Most biotech companies want doctors to write lots of prescriptions for their drugs. BG Medicine, a privately held diagnostics maker in Waltham, MA, sees opportunity in saying when that’s a waste of time and money.
Take, for example, Genentech’s Avastin. The drug, the first of its kind to choke off blood supply to lung, colon, and breast tumors, is one of the world’s best selling cancer medicines, with $2.3 billion in U.S. sales last year. It costs about $4,400 a month in a low dosage, and $8,800 for a higher dose for lung cancer patients. Yet studies listed in the drug’s prescribing information show it’s effective in less than half of patients, and many people who respond initially later develop resistance.
No surprise, health insurers want tests that can sort out who will benefit from such pricey drugs, and who won’t, says Pieter Muntendam, BG Medicine’s CEO. They apparently want them badly enough that they’re willing to pay high prices for tools to do it. One company, Genomic Health (NASDAQ: GHDX) of Redwood City, CA, has had success marketing a genetic test—for more than $3,400—that predicts whether an early-stage breast cancer patient is likely to relapse, and whether it’s worthwhile to take preventive chemotherapy. The market for such “molecular diagnostics” is expected to balloon from $18 billion in 2006 to $92 billion in 2016, according to Kalorama Information, a market research firm.
“The big opportunity is in better matching patients with treatments,” says Muntendam. “It’s hard to convince payers to pay $100,000 for a drug that works for 15 percent of patients.”
BG Medicine, for its part, envisions developing some low-price, high-volume tests for $20 to $150 apiece, and others that will cost $1,500 to $2,000, Muntendam says.
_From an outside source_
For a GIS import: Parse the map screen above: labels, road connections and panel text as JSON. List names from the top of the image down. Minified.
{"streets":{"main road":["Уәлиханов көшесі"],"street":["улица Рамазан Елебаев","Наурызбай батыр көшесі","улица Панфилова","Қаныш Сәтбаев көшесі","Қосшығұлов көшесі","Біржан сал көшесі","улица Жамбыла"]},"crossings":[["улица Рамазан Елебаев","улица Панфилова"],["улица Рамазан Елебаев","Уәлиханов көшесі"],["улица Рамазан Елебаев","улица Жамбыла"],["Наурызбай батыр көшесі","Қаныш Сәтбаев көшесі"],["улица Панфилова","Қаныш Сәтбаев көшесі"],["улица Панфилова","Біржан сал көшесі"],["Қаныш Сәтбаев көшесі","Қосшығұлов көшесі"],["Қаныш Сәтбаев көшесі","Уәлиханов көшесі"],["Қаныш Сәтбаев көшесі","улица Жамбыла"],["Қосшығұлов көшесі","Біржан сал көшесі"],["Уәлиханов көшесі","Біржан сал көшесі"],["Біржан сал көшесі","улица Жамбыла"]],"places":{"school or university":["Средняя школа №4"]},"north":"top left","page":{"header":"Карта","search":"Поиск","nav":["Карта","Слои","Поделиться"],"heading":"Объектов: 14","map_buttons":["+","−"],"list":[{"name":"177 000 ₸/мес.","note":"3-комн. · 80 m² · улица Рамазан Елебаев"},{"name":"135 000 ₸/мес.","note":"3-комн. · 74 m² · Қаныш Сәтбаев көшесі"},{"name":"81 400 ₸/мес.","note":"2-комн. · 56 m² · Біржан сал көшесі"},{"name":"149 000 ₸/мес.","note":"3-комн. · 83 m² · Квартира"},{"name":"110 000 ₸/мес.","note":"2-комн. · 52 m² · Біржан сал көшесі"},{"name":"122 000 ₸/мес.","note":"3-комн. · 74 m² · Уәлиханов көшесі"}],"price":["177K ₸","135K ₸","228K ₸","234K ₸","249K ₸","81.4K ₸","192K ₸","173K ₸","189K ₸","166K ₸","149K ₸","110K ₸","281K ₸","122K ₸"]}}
The company just raised new capital this month to make it happen. BG scrapped plans to do an initial public offering earlier this year, and instead pulled in $40 million from a group of venture capitalists to help commercialize its first product and continue work to discover new biological markers of disease, or predict response to medication. The group includes Legg Mason Capital, GE Asset Management, Humana, and Flagship Ventures.
BG Medicine was founded in 2000 as Beyond Genomics. It got its legs initially from doing tests for big drug companies who wanted to know early on which patients might suffer liver damage in clinical trials, so they could be weeded out, giving clinical trials a better chance at success. The effort attracted plenty of big name partners, including Pfizer (NYSE: PFE), Merck, (NYSE: MRK) and AstraZeneca (NYSE: AZN).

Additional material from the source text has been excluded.